Mastering The Game of Go with Deep Neural Network and Tree Search

Summary

In this article, the research team of AlphaGo explains their methodology used to create a professional level Go playing program. They also highlight the difficulties encountered. This article provides lots of insights and provides the main skeleton for this project.

Overall Structure

The main structure of AlphaGo is the Monte Carlo Tree Search (MCTS). It is accompanied by two deep learning neural networks, namely the policy network and the value network. One is developed for reducing branching factor, while the other for reducing depth of search when necessary. While the policy network is accurate, a fast rollout policy is developed for side-by-side comparison. Supervised learning and reinforcement learning are used as standard machine learning approaches.

Monte Carlo Tree Search

MCTS is a general game tree search without branching at all. Instead, each probe is conducted all the way to the end by moving randomly at each state. The rewards and visit count are then back propagated to better enhance the next probe. This continues until time runs out, which makes it ideal for playing under time constraint. However, as we can easily tell, moving randomly does not match a rational player (opponent) and thus policy network is employed to better reflect reality.

Policy Network

For AlphaGo, 13-layer policy network was trained from 30 million positions from the KGS Go Server [6]. The network is provided game states and the next move by human expert and would gradually learn to predict this move.
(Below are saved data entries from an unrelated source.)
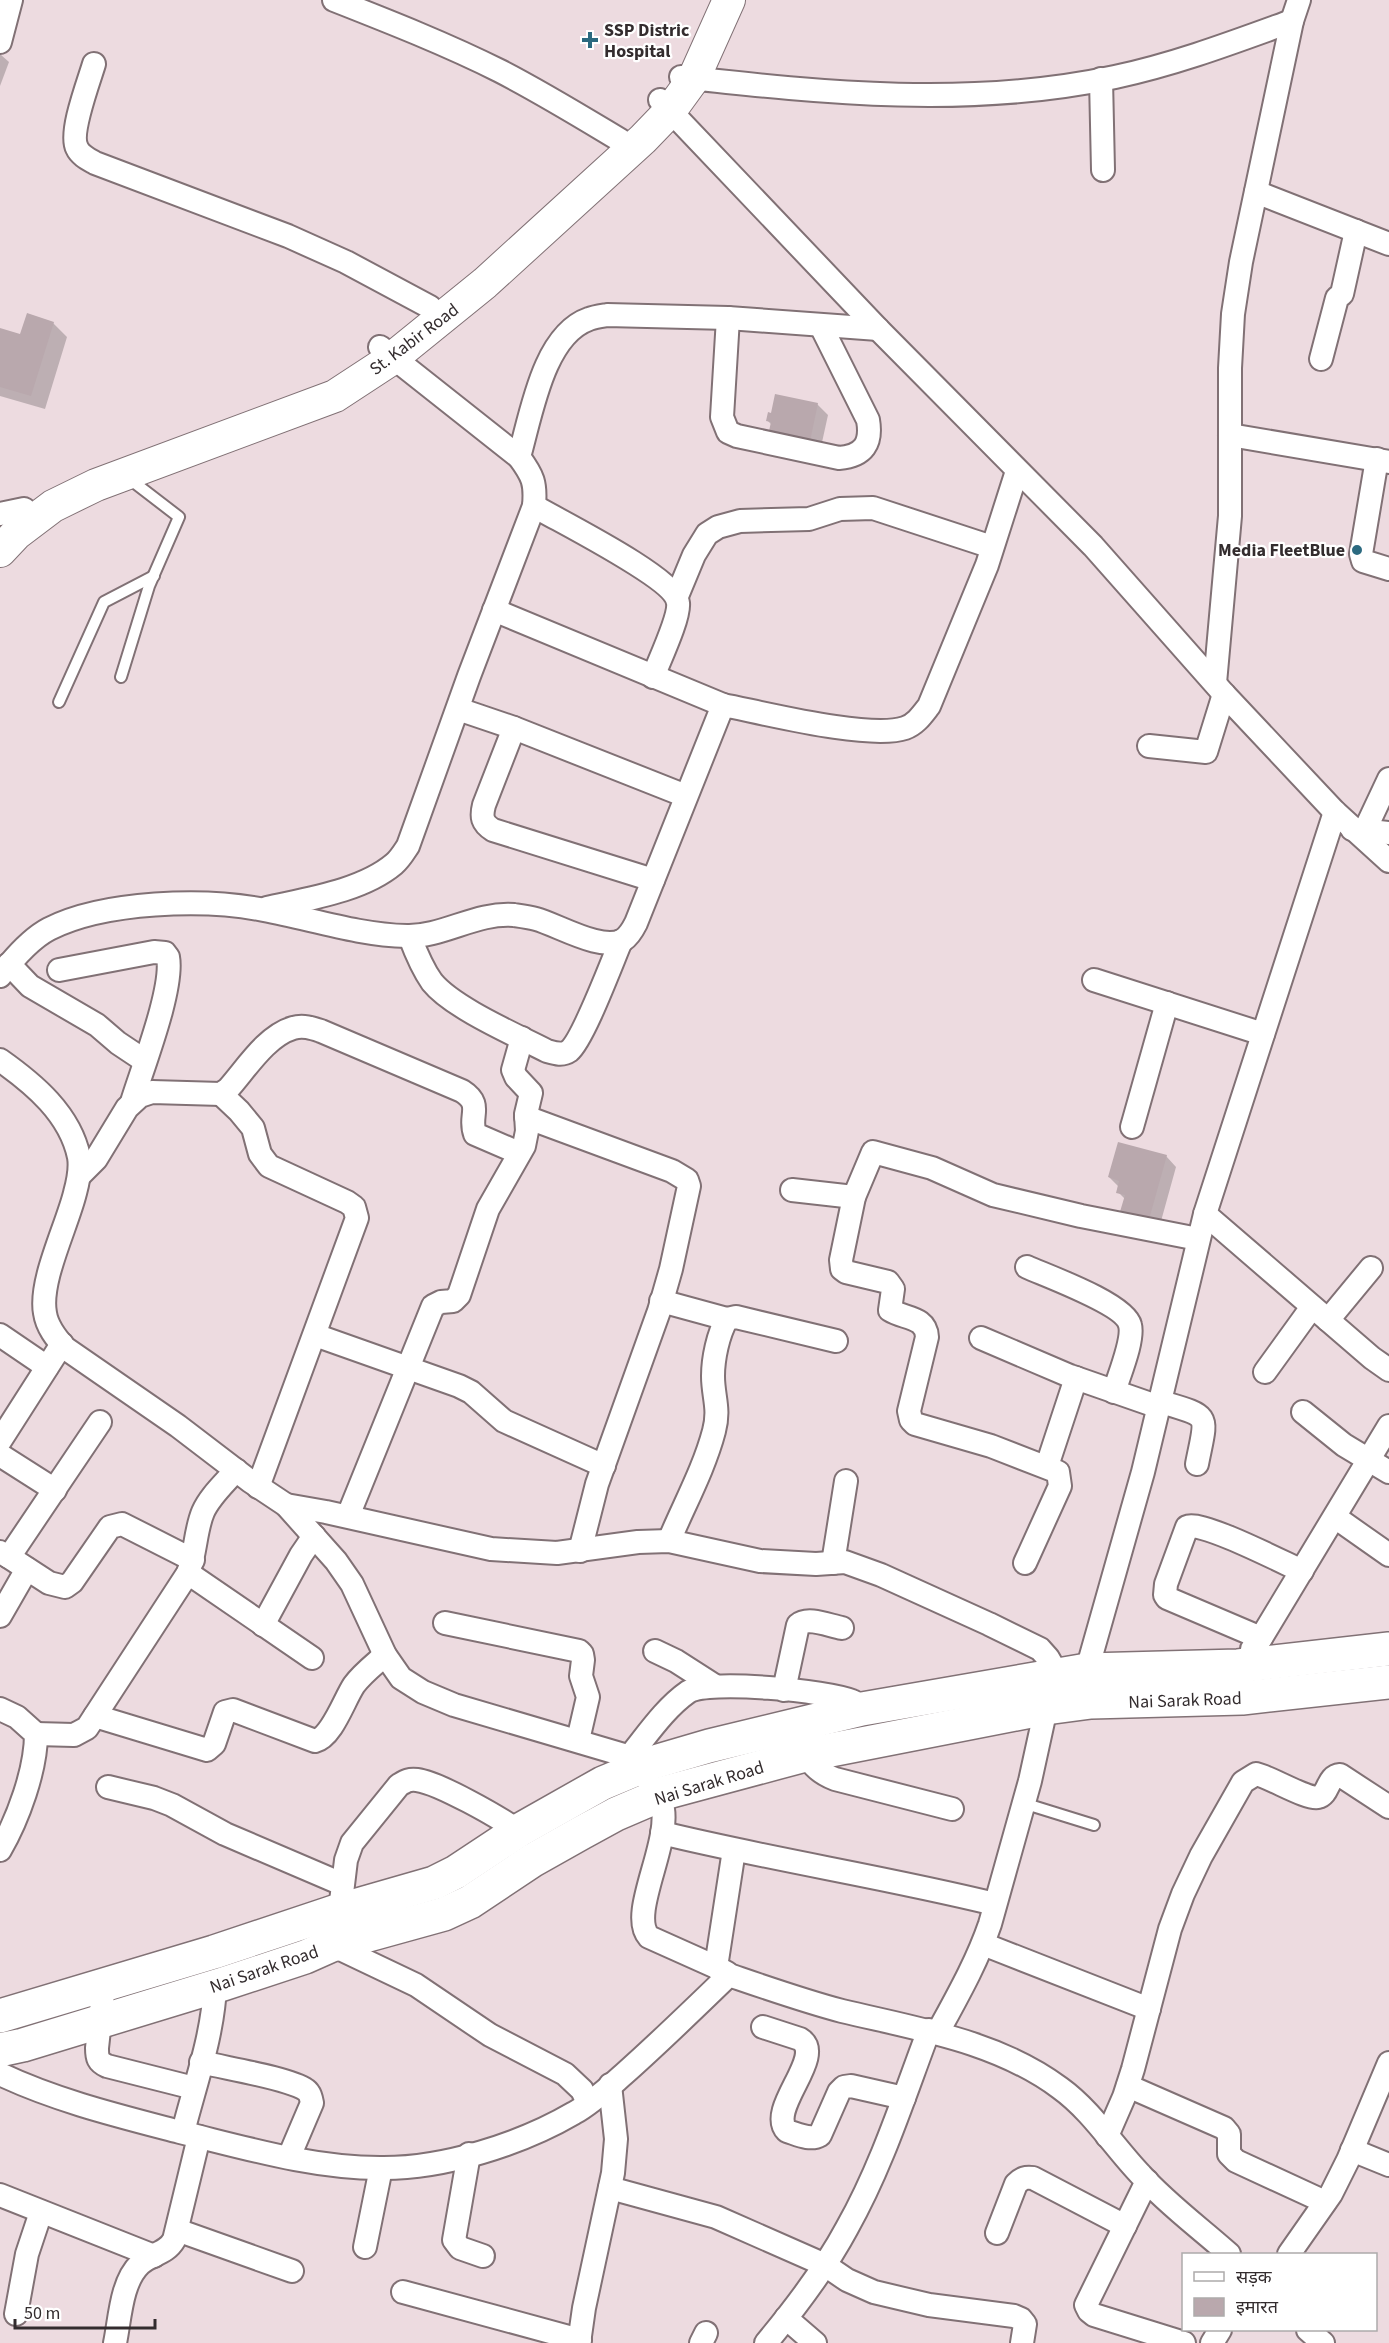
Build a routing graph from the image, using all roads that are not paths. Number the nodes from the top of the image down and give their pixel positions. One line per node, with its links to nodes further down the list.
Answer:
1 (11, 0): 7 (street)
2 (334, 0): 11 (street)
3 (714, 0): 10 (main road, St. Kabir Road)
4 (729, 0): 10 (main road, St. Kabir Road)
5 (1299, 0): 6 (street)
6 (1292, 21): 9 (street); 13 (street)
7 (0, 42)
8 (94, 64): 16 (street)
9 (1101, 79): 10 (street); 12 (street)
10 (676, 92): 11 (main road, St. Kabir Road); 19 (street); 20 (main road, St. Kabir Road)
11 (620, 140): 16 (main road, St. Kabir Road)
12 (1103, 170)
13 (1256, 192): 14 (street); 22 (street)
14 (1356, 231): 15 (street); 21 (street)
15 (1389, 244)
16 (430, 307): 20 (main road, St. Kabir Road)
17 (728, 318): 18 (street); 18 (street); 23 (street)
18 (821, 326): 19 (street)
19 (878, 329): 25 (street)
20 (386, 352): 23 (street); 26 (main road, St. Kabir Road); 28 (main road, St. Kabir Road)
21 (1321, 359)
22 (1230, 435): 24 (street); 38 (street)
23 (519, 457): 27 (street)
24 (1383, 460): 32 (street)
25 (1017, 471): 30 (street); 38 (street)
26 (124, 475): 31 (main road, St. Kabir Road); 33 (lane)
27 (534, 506): 34 (street); 35 (street)
28 (12, 511): 29 (main road, St. Kabir Road)
29 (0, 531)
30 (992, 547): 34 (street); 40 (street)
31 (0, 551)
32 (1389, 569)
33 (154, 576): 36 (lane); 39 (lane)
34 (677, 597): 37 (street)
35 (494, 610): 37 (street); 41 (street)
36 (121, 677)
37 (653, 677): 40 (street)
38 (1220, 688): 43 (street); 46 (street)
39 (59, 702)
40 (723, 705): 45 (street)
41 (458, 709): 42 (street); 51 (street)
42 (514, 728): 45 (street); 50 (street)
43 (1149, 746)
44 (1389, 779): 47 (street)
45 (686, 796): 50 (street)
46 (1335, 812): 47 (street); 58 (street)
47 (1358, 829): 48 (street); 49 (street)
48 (1389, 833)
49 (1389, 861)
50 (652, 880): 53 (street)
51 (262, 909): 52 (street); 54 (street)
52 (410, 937): 53 (street); 59 (street)
53 (621, 941): 59 (street)
54 (4, 970): 61 (street)
55 (59, 970): 61 (street)
56 (1094, 980): 57 (street)
57 (1167, 1003): 58 (street); 65 (street)
58 (1263, 1034): 70 (street)
59 (522, 1038): 64 (street)
60 (0, 1060): 67 (street)
61 (145, 1061): 63 (street)
62 (220, 1095): 63 (street); 66 (street); 78 (street)
63 (132, 1102): 67 (street)
64 (526, 1117): 66 (street); 74 (street)
65 (1132, 1127)
66 (519, 1153): 83 (street)
67 (79, 1176): 81 (street)
68 (792, 1190): 69 (street)
69 (854, 1197): 71 (street); 96 (street)
70 (1205, 1214): 71 (street); 75 (street)
71 (1198, 1239): 88 (street)
72 (1027, 1267): 87 (street)
73 (1371, 1268): 75 (street)
74 (662, 1301): 76 (street); 95 (street)
75 (1320, 1314): 84 (street); 85 (street)
76 (727, 1319): 80 (street); 106 (street)
77 (0, 1335): 82 (street)
78 (315, 1335): 83 (street); 100 (street)
79 (981, 1338): 86 (street)
80 (836, 1341)
81 (62, 1344): 82 (street); 98 (street)
82 (47, 1367): 92 (street)
83 (409, 1367): 95 (street); 103 (street)
84 (1389, 1370)
85 (1264, 1372)
86 (1076, 1378): 87 (street); 96 (street)
87 (1114, 1392): 88 (street)
88 (1160, 1404): 94 (street); 124 (street)
89 (1302, 1412): 97 (street)
90 (100, 1422): 101 (street)
91 (1389, 1426): 97 (street)
92 (0, 1441)
93 (0, 1455): 101 (street)
94 (1197, 1464)
95 (604, 1466): 107 (street)
96 (1047, 1466): 111 (street)
97 (1379, 1466): 104 (street)
98 (236, 1470): 100 (street); 112 (street)
99 (846, 1480): 110 (street)
100 (258, 1487): 102 (street)
101 (55, 1490): 109 (street)
102 (286, 1505): 103 (street); 105 (street)
103 (348, 1516): 107 (street)
104 (1335, 1517): 108 (street); 113 (street)
105 (314, 1536): 116 (street); 121 (street)
106 (669, 1541): 107 (street); 110 (street)
107 (580, 1551)
108 (1389, 1555)
109 (12, 1560): 112 (street); 114 (street)
110 (833, 1563): 125 (street)
111 (1025, 1563)
112 (191, 1567): 116 (street); 132 (street)
113 (1302, 1571): 118 (street); 118 (street)
114 (0, 1616)
115 (445, 1623): 135 (street)
116 (263, 1625): 122 (street)
117 (842, 1628): 128 (street)
118 (1261, 1638): 123 (street)
119 (1386, 1645): 123 (main road, Nai Sarak Road)
120 (655, 1651): 127 (street)
121 (385, 1655): 132 (street); 135 (street)
122 (312, 1658)
123 (1238, 1666): 124 (main road, Nai Sarak Road)
124 (1087, 1670): 125 (main road, Nai Sarak Road)
125 (1053, 1676): 131 (main road, Nai Sarak Road)
126 (1389, 1682): 129 (main road, Nai Sarak Road)
127 (716, 1686): 128 (street); 137 (street)
128 (784, 1690): 131 (street)
129 (1046, 1708): 136 (main road, Nai Sarak Road); 139 (street)
130 (0, 1709): 134 (street)
131 (862, 1709): 133 (main road, Nai Sarak Road)
132 (95, 1716): 134 (street)
133 (790, 1726): 136 (street); 137 (main road, Nai Sarak Road)
134 (36, 1734): 145 (street)
135 (578, 1740): 137 (street)
136 (805, 1755): 137 (main road, Nai Sarak Road); 141 (street)
137 (644, 1771): 143 (main road, Nai Sarak Road); 144 (street); 150 (main road, Nai Sarak Road)
138 (108, 1787): 147 (street)
139 (1023, 1803): 142 (lane); 148 (street)
140 (1389, 1807): 154 (street)
141 (952, 1809)
142 (1094, 1825)
143 (518, 1831): 147 (main road, Nai Sarak Road); 147 (street)
144 (662, 1833): 146 (street); 151 (street)
145 (0, 1850)
146 (734, 1850): 148 (street); 151 (street)
147 (341, 1897): 152 (main road, Nai Sarak Road)
148 (995, 1904): 149 (street)
149 (983, 1944): 154 (street); 158 (street)
150 (332, 1945): 153 (main road, Nai Sarak Road); 167 (street)
151 (723, 1971): 158 (street); 163 (street)
152 (104, 1984): 155 (main road, Nai Sarak Road); 156 (street)
153 (215, 1986): 156 (main road, Nai Sarak Road); 160 (street)
154 (1149, 2009): 164 (street)
155 (0, 2016)
156 (100, 2022): 159 (main road, Nai Sarak Road); 165 (street)
157 (763, 2027): 166 (street)
158 (933, 2031): 166 (street); 169 (street)
159 (0, 2050)
160 (201, 2062): 165 (street); 172 (street)
161 (1389, 2063): 170 (street)
162 (0, 2074): 168 (street)
163 (610, 2085): 167 (street); 176 (street)
164 (1128, 2086): 169 (street); 178 (street)
165 (194, 2088): 168 (street)
166 (903, 2098): 188 (street)
167 (588, 2103): 171 (street)
168 (191, 2134): 172 (street); 181 (street)
169 (1107, 2136): 175 (street)
170 (1352, 2150): 173 (street); 178 (street)
171 (470, 2154): 174 (street); 187 (street)
172 (289, 2157): 174 (street)
173 (1389, 2165)
174 (381, 2168): 183 (street)
175 (1148, 2181): 180 (street); 184 (street)
176 (610, 2187): 188 (street); 194 (street)
177 (0, 2195): 179 (street)
178 (1326, 2202): 185 (street)
179 (41, 2212): 186 (street); 191 (street)
180 (1125, 2226): 182 (street); 199 (street)
181 (177, 2230): 186 (street); 189 (street)
182 (996, 2233)
183 (365, 2247)
184 (1228, 2253)
185 (1290, 2253)
186 (154, 2256): 195 (street)
187 (483, 2256)
188 (825, 2265): 192 (street); 198 (street)
189 (292, 2271)
190 (403, 2292): 194 (street)
191 (16, 2314)
192 (786, 2318): 196 (street); 197 (street)
193 (1309, 2331): 200 (street)
194 (580, 2341)
195 (115, 2343)
196 (766, 2343)
197 (815, 2343)
198 (1022, 2343)
199 (1184, 2343)
200 (1323, 2343)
The result was an accuracy of up to 57%, compared with a maximum of 44.4% for other research groups at that time. However, it takes 3ms for computation, which hence limits the traversed depth of MCTS.

Rollout Policy

Rollout policy is a fast algorithm that analyzes known patterns on the board for the most probable moves. This is also trained with supervised learning of 8 million positions from human games on the Tygem server. The rollout policy achieved a 24.2% accuracy using only 2 μs (0.067 % of Policy Network). In the end, both rollout policy and policy network are used in a parallel manner, and both results are taken into account.

Value Network

Value network is used to truncate tree search when deemed necessary. When looking at a game, professionals could understand if the dark or white side was at an advantage. Value network is trying to do exactly the same. At first, full game histories were provided to train the value network in a similar manner to policy network. This led to overfitting and the machine actually “memorized” the training set. The network was then trained with distinct states from different games played by itself and earlier versions. The problem was then solved.